Well, that was Twenty-Ten, because guitarist/vocalist Jayson Wortham, bassist Chad DeAtley, and drummer Quincy Holloway took a big ol’ break. After being kicked out of several intentionally makeshift recording spaces, including in the Stockyards, Dove Hunter ended up in an ancient Oak Cliff building that was once a studio. Finally, the guys could get some recording done. But after two years of intermittent writing and tracking, Wortham and company discovered that some crucial parts had been lost. Fuck it, the guys said, and they booked some time at The Echo Lab (Centro-matic, Midlake, Pinkish Black) in Denton with producer Justin Collins, who runs sound at Hailey’s Club, fronts Burntsienna Trio, and owns and operates Satisfactory Recording Studio. Released on Monday, Black Cloud Erupt Us, DeAtley said, is a neat manifestation of the past few years: “Recording at places and them not working out … we had fistfights between band members, broke up at one point, have had divorces, had a kid born, had a cancer scare, had parents die, y’know, and then the whole recording a thing for two years and then losing crucial parts of it –– it’s just been one thing after another.”

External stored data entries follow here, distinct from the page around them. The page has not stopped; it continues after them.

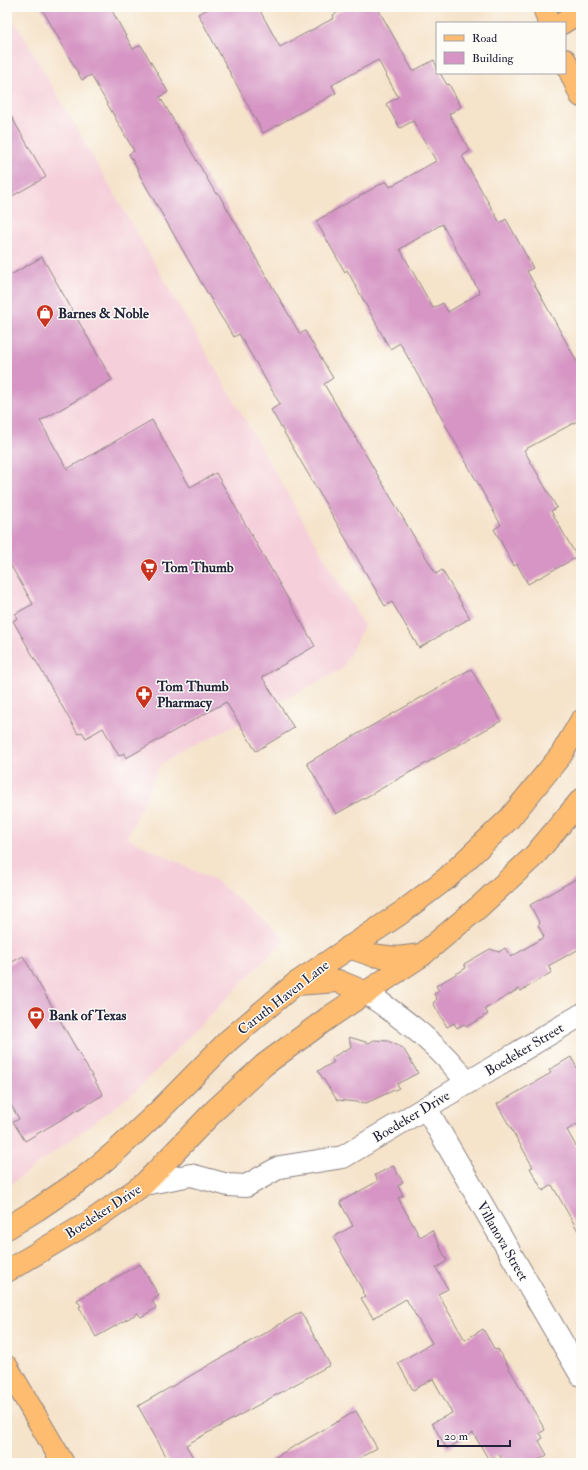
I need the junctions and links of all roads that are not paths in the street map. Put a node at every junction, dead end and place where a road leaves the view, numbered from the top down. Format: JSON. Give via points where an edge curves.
{"nodes":[{"id":1,"x":544,"y":7,"type":"edge"},
{"id":2,"x":581,"y":11,"type":"edge"},
{"id":3,"x":549,"y":22,"type":"edge"},
{"id":4,"x":564,"y":22,"type":"edge"},
{"id":5,"x":566,"y":62,"type":"edge"},
{"id":6,"x":581,"y":96,"type":"edge"},
{"id":7,"x":581,"y":721,"type":"edge"},
{"id":8,"x":581,"y":800,"type":"edge"},
{"id":9,"x":349,"y":947,"type":"junction"},
{"id":10,"x":422,"y":955,"type":"junction"},
{"id":11,"x":338,"y":981,"type":"junction"},
{"id":12,"x":295,"y":984,"type":"junction"},
{"id":13,"x":367,"y":993,"type":"junction"},
{"id":14,"x":581,"y":1015,"type":"edge"},
{"id":15,"x":328,"y":1018,"type":"junction"},
{"id":16,"x":467,"y":1083,"type":"junction"},
{"id":17,"x":426,"y":1108,"type":"junction"},
{"id":18,"x":144,"y":1184,"type":"junction"},
{"id":19,"x":7,"y":1228,"type":"edge"},
{"id":20,"x":7,"y":1271,"type":"edge"},
{"id":21,"x":7,"y":1367,"type":"edge"},
{"id":22,"x":581,"y":1375,"type":"edge"},
{"id":23,"x":63,"y":1463,"type":"edge"}],
"edges":[{"from":1,"to":3,"type":"main road"},
{"from":2,"to":4,"type":"main road"},
{"from":5,"to":6,"type":"main road"},
{"from":7,"to":9,"type":"main road","name":"Caruth Haven Lane","via":[[562,755],[509,819],[447,878],[401,913]]},
{"from":8,"to":10,"type":"main road","via":[[534,856]]},
{"from":9,"to":10,"type":"main road","via":[[396,958]]},
{"from":9,"to":11,"type":"main road"},
{"from":9,"to":12,"type":"main road","name":"Caruth Haven Lane"},
{"from":10,"to":13,"type":"main road"},
{"from":11,"to":12,"type":"main road"},
{"from":11,"to":13,"type":"main road"},
{"from":11,"to":15,"type":"main road"},
{"from":12,"to":19,"type":"main road","name":"Caruth Haven Lane","via":[[229,1040],[115,1152],[82,1179]]},
{"from":13,"to":15,"type":"main road"},
{"from":13,"to":16,"type":"street","via":[[433,1045],[457,1068]]},
{"from":14,"to":16,"type":"street","name":"Boedeker Street"},
{"from":15,"to":18,"type":"main road","via":[[264,1065],[220,1105]]},
{"from":16,"to":17,"type":"street","name":"Boedeker Drive"},
{"from":17,"to":18,"type":"street","name":"Boedeker Drive","via":[[343,1157],[280,1167],[246,1186],[228,1185],[191,1175]]},
{"from":17,"to":22,"type":"street","name":"Villanova Street"},
{"from":18,"to":20,"type":"main road","name":"Boedeker Drive","via":[[93,1220]]},
{"from":21,"to":23,"type":"main road"}]}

Black Cloud Erupt Us was one of several title options, but DeAtley said once he and his bandmates started recording the songs “for real,” Black Cloud was “in cement because we hopefully just came through this black cloud and this black cloud was necessary for us to make this album. Hopefully, people will like it.”

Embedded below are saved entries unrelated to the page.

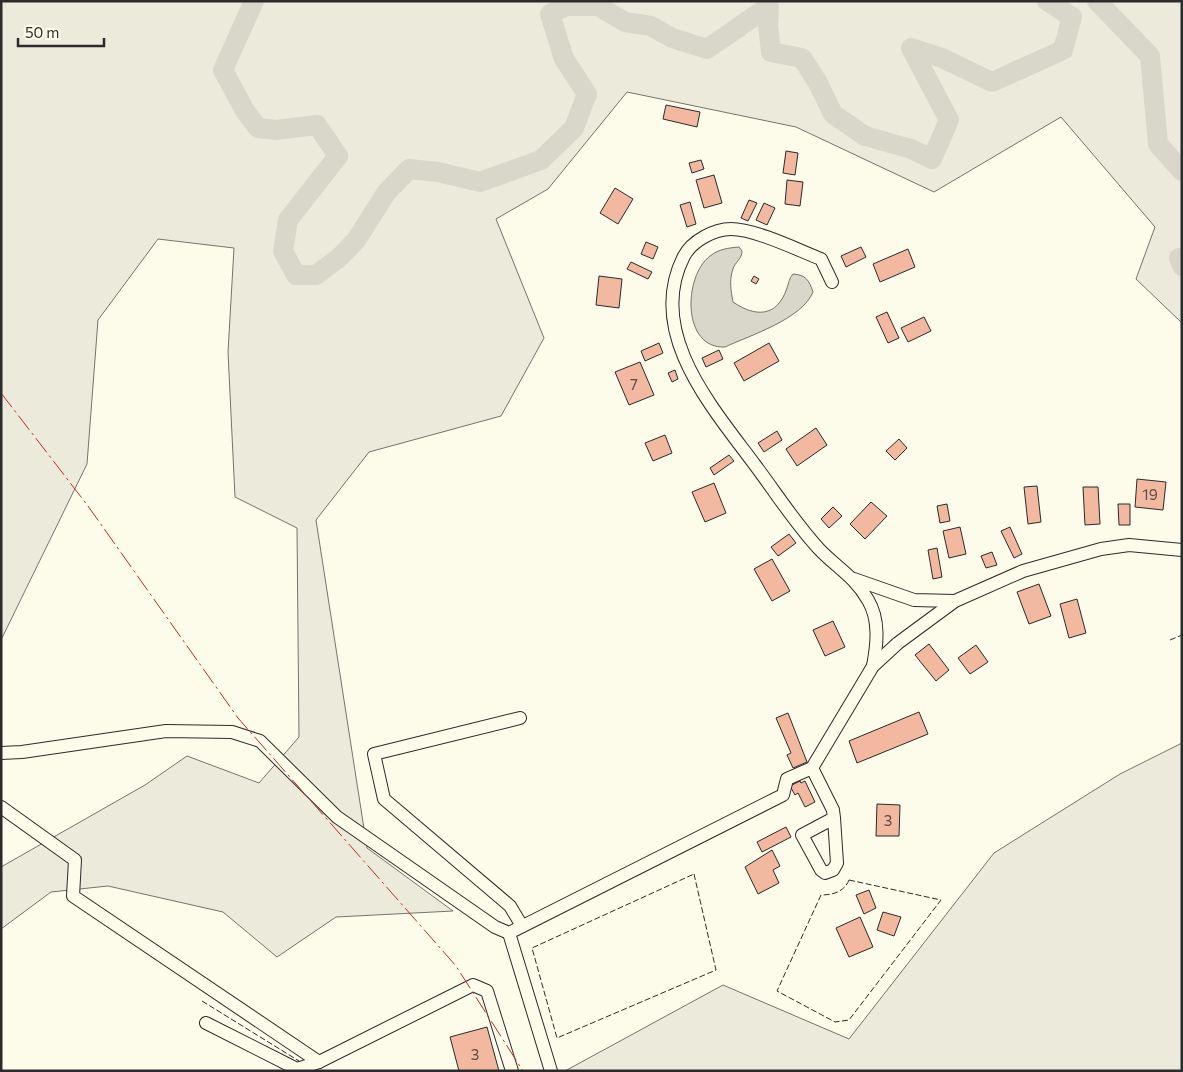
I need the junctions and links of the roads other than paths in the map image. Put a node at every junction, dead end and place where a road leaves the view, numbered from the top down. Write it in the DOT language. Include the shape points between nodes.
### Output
graph roads {
  1 [pos="832,282"];
  2 [pos="1182,550"];
  3 [pos="854,579"];
  4 [pos="893,593"];
  5 [pos="914,600"];
  6 [pos="954,601"];
  7 [pos="873,613"];
  8 [pos="923,625"];
  9 [pos="876,632"];
  10 [pos="898,643"];
  11 [pos="872,666"];
  12 [pos="520,718"];
  13 [pos="1,753"];
  14 [pos="812,768"];
  15 [pos="1,808"];
  16 [pos="834,818"];
  17 [pos="522,926"];
  18 [pos="509,933"];
  19 [pos="206,1023"];
  20 [pos="319,1062"];
  21 [pos="512,1071"];
  22 [pos="551,1071"];
  1 -- 3 [label="street" via="821,259 761,236 731,229 708,234 689,248 678,269 671,304 677,338 710,405 820,550"];
  2 -- 6 [label="street" via="1129,545 1101,549 1023,571"];
  3 -- 4 [label="street"];
  3 -- 7 [label="street" via="870,602"];
  4 -- 5 [label="street"];
  4 -- 7 [label="street" via="877,600"];
  5 -- 6 [label="street"];
  5 -- 8 [label="street" via="924,610"];
  6 -- 8 [label="street"];
  7 -- 9 [label="street"];
  8 -- 10 [label="street"];
  9 -- 10 [label="street" via="887,644"];
  9 -- 11 [label="street" via="877,645"];
  10 -- 11 [label="street"];
  11 -- 14 [label="street"];
  12 -- 17 [label="street" via="374,754 384,798 510,906"];
  13 -- 18 [label="street" via="166,731 232,732 260,741 337,818 495,927"];
  14 -- 16 [label="street"];
  14 -- 17 [label="street" via="787,779 783,795"];
  15 -- 20 [label="street" via="75,860 73,896"];
  17 -- 18 [label="street"];
  18 -- 22 [label="street"];
  19 -- 20 [label="street" via="297,1069"];
  20 -- 21 [label="street" via="472,984 487,991"];
}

Well, anyone with any taste in music at all will like it. The laziest but perhaps most succinct way I can describe it is “R.E.M. channeling Physical Graffiti-era Led Zeppelin.” The R.E.M.-thing comes from the twinkling six-string interplay between Wortham and new addition Will Kapinos, a.k.a. singer-songwriter Dim Locator. “We needed something on top, and Will was a perfect fit,” DeAtley said. “We knew we needed more than the power trio. … We’ve always talked about Mick Taylor, a special guitar player that provides that icing, and that’s exactly what Will did, just came in and put the icing on top.”

Darkness always prevails. Even when Wortham is singing in his sweet, distant voice or his and Kapinos’ guitars are harmonizing over delicately chiming, brilliantine riffs, dread permeates every note. For some weird reason, Dove Hunter has a spooky Appalachian heart. There’s a little bit of “The Cuckoo Bird” and “White Summer/Black Mountainside” in every track, especially the rambling “Dream Catcher” and “One Foot on the Horizon.” Which, perhaps not coincidentally, are also two of the loudest tracks.

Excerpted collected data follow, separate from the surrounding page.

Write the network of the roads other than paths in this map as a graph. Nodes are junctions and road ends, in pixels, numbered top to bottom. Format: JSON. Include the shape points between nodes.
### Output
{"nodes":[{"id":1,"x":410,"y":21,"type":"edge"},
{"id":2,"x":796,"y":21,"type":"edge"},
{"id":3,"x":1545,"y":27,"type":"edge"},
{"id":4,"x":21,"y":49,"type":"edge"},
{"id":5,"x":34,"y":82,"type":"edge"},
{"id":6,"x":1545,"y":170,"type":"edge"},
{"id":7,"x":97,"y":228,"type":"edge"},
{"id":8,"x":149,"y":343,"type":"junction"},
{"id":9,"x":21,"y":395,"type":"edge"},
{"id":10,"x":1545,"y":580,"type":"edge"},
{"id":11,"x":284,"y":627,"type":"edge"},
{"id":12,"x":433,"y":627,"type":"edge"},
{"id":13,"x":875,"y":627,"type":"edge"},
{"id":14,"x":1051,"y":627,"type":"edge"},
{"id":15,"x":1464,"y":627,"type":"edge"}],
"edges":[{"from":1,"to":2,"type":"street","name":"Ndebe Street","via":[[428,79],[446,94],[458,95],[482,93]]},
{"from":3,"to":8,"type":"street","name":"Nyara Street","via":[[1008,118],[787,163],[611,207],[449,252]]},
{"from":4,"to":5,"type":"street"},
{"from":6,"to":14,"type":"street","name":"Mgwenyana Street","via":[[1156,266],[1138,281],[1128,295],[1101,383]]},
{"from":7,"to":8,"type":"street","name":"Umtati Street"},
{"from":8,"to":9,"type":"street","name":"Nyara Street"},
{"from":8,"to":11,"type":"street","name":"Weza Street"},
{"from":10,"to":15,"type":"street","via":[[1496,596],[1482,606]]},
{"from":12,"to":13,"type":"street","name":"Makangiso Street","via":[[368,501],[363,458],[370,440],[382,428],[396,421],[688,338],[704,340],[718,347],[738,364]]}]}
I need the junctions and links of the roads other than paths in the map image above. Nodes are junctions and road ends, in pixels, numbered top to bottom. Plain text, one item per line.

Dove Hunter will celebrate the release of Black Cloud Erupt Us with a performance on Saturday at Club Dada in Dallas with Def Rain and Eyes Wings and Many Other Things. DeAtley and company have no expectations other than crafting superb tunes, DeAtley said. “Man, at this point, [the future] is not really talked about. We’d like to keep on creating music. We’re more about recording music at this point than playing, but we would like to go on some short tours here and there. … We really do want to keep creating music as this foursome. We’re best friends, and it’s effortless when we get in a room and jam. Not that anyone wants to hear that, but it’s a lot of fun to play with these three other guys, for me, and I know they feel the same. We’re just at the age where we want to play music and have fun. Everything else is secondary.”